- [Prompt]
Report only the number of lines in the following entries where the word "Leigh" occurs.

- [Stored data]
□ □ □ □ □ □ □

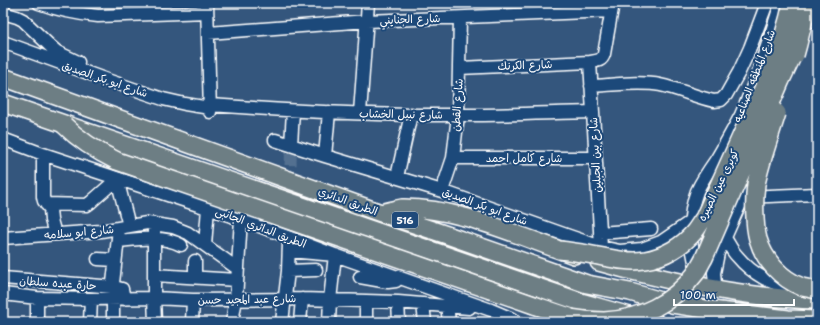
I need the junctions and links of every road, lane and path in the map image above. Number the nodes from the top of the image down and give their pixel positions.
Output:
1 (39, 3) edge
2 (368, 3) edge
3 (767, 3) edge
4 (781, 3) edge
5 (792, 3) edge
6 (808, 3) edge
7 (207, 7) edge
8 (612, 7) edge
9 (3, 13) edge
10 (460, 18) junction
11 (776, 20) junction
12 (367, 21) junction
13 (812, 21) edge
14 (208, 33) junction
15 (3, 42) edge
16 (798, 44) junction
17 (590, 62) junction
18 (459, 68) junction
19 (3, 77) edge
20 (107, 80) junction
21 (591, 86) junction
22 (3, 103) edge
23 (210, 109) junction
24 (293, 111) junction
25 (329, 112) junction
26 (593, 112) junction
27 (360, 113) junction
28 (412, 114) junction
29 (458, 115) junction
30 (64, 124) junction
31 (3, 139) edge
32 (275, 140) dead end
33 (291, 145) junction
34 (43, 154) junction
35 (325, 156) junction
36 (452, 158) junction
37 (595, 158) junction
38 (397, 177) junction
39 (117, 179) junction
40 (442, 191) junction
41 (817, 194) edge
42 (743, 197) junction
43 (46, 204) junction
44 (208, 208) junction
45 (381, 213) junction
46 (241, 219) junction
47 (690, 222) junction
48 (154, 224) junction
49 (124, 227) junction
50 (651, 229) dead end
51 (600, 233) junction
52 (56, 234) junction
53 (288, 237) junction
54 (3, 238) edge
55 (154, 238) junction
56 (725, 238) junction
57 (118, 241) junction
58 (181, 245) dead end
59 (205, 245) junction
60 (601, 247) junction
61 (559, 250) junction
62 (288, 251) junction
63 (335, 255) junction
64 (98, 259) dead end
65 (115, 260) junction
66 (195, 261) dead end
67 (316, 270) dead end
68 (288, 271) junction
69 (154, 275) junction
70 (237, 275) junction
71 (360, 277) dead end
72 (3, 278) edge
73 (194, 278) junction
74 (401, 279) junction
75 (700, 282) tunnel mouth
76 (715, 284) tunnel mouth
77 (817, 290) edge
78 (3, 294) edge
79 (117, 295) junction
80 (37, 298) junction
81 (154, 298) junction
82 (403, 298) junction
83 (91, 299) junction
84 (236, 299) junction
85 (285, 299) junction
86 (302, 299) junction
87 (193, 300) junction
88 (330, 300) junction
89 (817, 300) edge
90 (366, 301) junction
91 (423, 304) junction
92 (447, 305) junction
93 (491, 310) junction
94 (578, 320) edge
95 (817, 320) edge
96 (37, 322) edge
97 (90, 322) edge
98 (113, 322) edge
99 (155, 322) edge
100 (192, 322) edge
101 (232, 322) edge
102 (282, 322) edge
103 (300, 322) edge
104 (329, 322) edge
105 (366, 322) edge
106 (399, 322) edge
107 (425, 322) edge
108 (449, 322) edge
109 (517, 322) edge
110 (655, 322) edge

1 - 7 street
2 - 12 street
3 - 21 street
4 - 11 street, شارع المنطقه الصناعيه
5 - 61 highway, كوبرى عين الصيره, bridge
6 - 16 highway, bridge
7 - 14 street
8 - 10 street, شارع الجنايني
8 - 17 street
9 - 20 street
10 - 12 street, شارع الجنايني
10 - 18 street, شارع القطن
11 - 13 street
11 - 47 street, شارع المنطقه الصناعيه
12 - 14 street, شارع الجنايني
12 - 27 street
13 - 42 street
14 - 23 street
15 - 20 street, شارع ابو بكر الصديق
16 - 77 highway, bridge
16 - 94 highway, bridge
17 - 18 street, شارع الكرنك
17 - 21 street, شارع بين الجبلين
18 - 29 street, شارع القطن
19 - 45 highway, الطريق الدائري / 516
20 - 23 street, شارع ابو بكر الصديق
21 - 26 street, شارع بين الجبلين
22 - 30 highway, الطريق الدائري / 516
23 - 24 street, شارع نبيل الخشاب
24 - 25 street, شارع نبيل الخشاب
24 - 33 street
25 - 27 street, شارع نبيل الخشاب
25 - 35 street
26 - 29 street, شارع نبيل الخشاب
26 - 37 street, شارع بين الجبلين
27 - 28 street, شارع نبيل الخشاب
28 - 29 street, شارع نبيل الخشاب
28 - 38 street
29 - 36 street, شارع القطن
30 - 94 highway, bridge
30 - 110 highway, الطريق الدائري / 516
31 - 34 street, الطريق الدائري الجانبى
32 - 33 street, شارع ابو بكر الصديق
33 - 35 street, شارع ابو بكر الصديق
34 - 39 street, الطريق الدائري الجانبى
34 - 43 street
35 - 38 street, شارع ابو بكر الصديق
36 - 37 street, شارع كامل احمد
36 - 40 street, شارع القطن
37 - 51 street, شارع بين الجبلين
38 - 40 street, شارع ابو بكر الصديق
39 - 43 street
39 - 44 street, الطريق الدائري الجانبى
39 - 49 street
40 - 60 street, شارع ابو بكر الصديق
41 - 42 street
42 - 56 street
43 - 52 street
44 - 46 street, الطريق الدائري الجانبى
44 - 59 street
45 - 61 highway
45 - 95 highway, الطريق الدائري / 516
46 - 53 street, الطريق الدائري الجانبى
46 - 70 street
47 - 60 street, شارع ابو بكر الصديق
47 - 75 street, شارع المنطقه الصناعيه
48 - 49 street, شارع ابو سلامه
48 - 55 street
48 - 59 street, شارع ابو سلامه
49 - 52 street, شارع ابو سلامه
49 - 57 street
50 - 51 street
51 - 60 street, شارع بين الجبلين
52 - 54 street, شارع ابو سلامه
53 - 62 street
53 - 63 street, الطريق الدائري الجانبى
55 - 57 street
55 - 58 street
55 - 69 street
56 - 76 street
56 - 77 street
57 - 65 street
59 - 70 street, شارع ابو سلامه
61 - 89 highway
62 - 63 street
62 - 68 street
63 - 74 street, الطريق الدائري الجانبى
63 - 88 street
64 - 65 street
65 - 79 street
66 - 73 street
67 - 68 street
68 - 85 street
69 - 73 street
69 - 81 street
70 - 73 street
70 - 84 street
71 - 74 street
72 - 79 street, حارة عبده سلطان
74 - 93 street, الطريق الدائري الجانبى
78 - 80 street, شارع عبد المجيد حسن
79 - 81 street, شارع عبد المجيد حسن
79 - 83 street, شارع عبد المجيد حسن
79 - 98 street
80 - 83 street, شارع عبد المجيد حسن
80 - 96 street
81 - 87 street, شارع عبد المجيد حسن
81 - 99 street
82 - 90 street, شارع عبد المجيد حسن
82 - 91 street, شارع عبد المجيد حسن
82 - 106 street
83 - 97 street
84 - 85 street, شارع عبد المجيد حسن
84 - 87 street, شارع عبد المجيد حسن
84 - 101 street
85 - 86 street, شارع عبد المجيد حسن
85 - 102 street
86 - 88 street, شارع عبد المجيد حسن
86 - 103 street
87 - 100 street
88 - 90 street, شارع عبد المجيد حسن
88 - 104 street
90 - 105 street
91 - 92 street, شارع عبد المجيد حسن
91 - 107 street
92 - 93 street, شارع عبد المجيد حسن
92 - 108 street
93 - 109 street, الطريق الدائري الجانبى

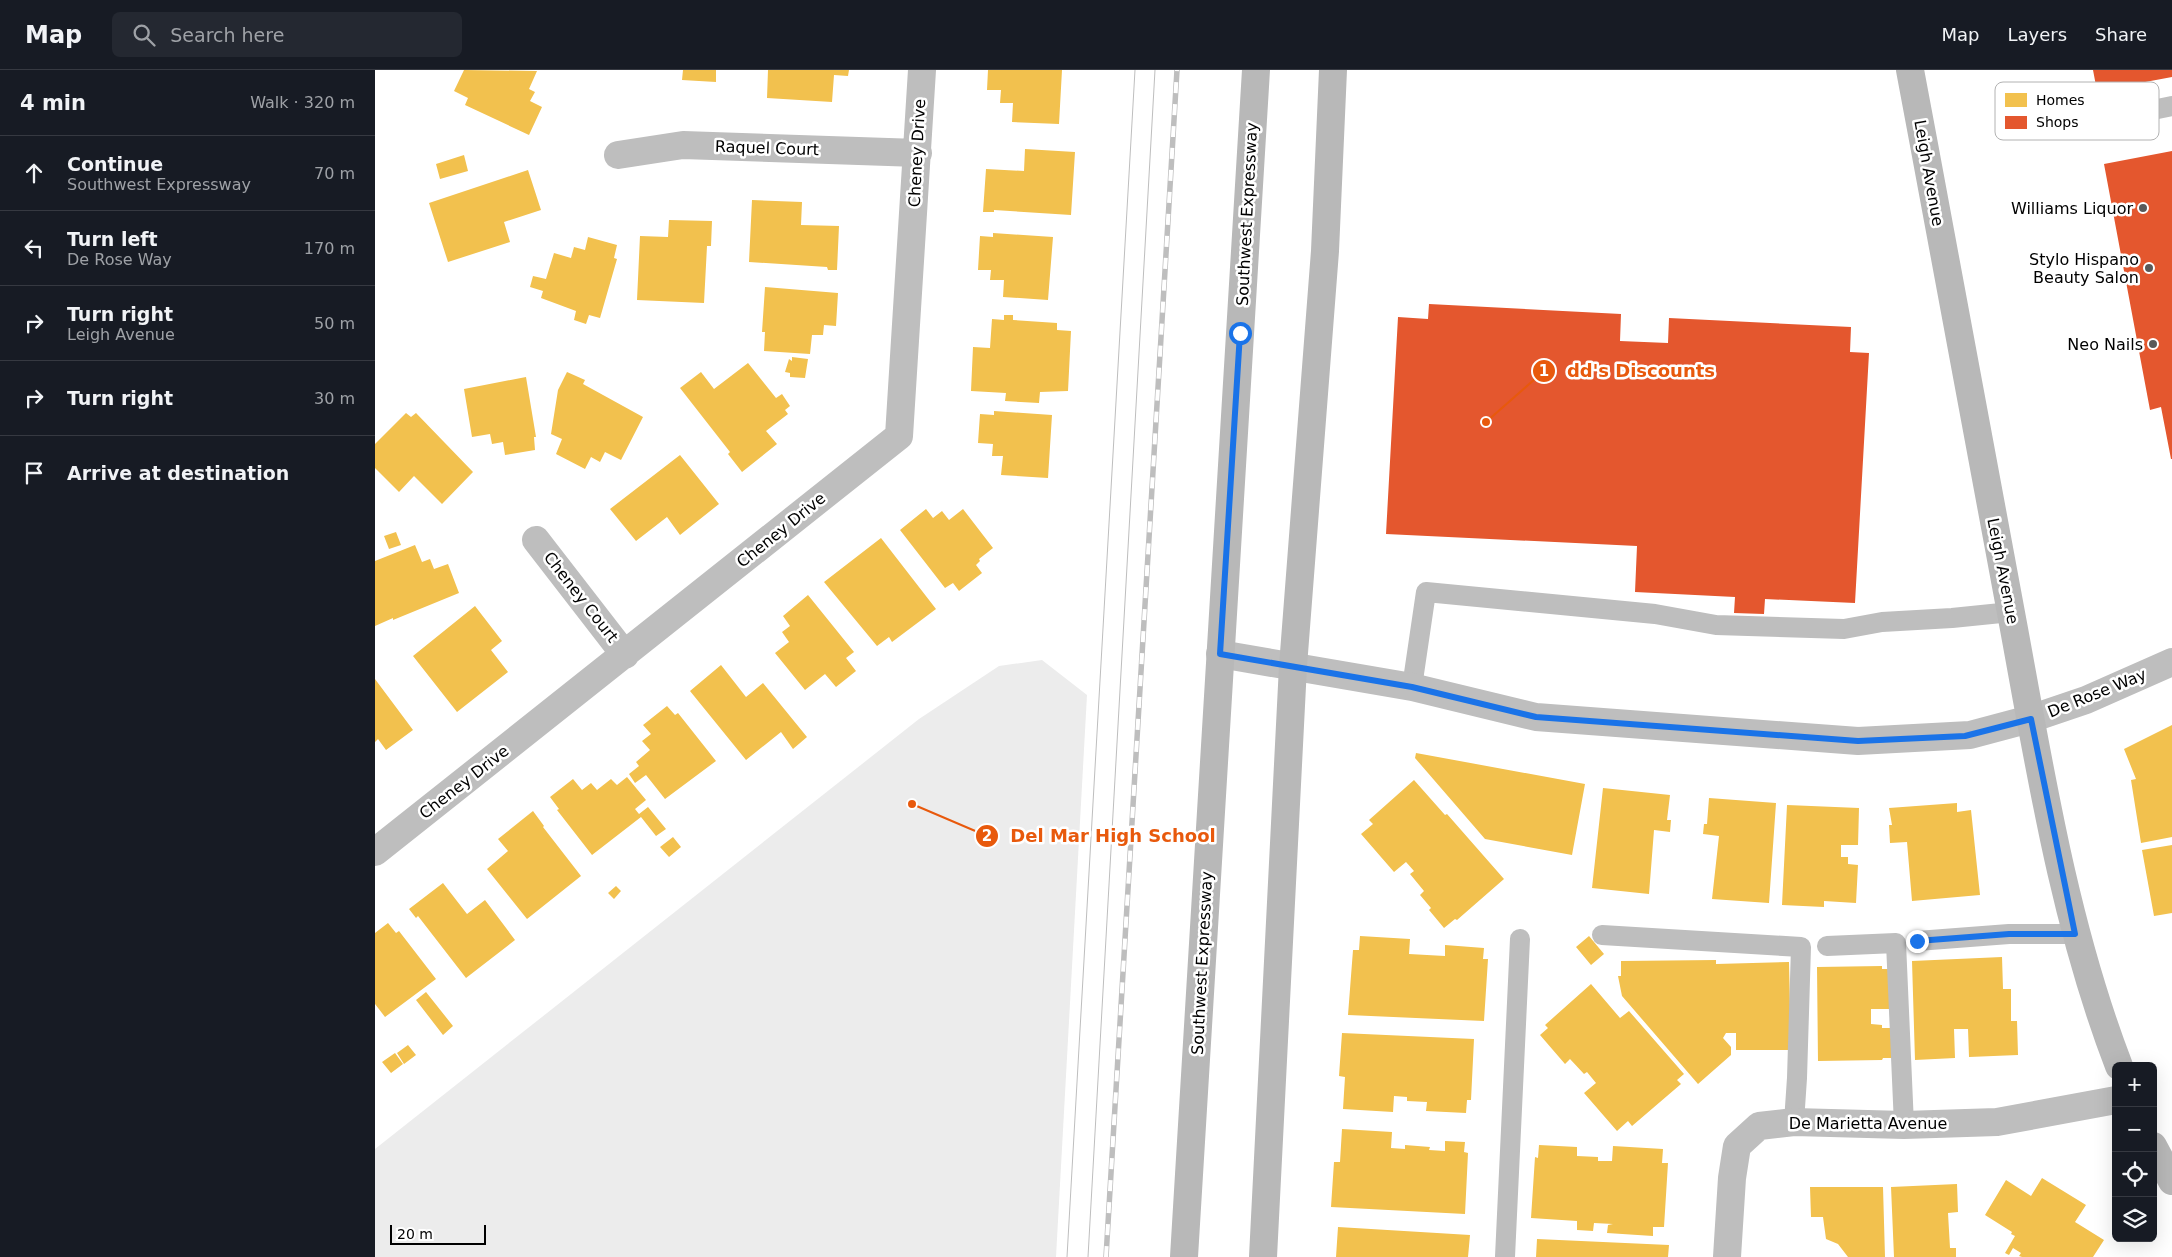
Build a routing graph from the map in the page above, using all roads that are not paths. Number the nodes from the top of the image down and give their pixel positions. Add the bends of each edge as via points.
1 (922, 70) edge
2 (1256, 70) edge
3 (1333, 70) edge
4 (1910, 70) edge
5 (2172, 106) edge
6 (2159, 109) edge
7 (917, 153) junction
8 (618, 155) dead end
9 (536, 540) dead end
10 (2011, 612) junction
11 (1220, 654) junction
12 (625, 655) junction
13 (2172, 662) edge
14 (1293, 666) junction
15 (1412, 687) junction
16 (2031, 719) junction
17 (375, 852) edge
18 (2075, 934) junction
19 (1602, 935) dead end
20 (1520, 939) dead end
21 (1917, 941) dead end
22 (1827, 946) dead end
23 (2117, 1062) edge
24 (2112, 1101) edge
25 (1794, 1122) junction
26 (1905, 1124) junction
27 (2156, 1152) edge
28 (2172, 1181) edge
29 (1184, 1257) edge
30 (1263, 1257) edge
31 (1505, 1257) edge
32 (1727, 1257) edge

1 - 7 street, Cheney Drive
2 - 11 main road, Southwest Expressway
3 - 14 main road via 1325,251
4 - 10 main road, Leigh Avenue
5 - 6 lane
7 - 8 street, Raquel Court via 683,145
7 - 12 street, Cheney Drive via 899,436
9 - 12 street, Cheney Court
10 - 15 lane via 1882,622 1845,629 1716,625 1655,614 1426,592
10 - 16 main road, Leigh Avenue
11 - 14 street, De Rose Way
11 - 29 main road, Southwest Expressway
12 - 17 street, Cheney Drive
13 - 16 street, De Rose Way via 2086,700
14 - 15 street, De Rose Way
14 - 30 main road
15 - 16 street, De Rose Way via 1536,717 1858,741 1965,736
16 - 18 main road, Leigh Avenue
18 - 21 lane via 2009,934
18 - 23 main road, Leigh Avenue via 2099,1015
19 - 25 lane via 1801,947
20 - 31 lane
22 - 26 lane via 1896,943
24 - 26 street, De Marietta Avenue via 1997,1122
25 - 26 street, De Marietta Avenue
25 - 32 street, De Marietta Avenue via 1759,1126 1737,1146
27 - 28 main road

□ □ □ □ □ □ □

- [Solution for this task]
4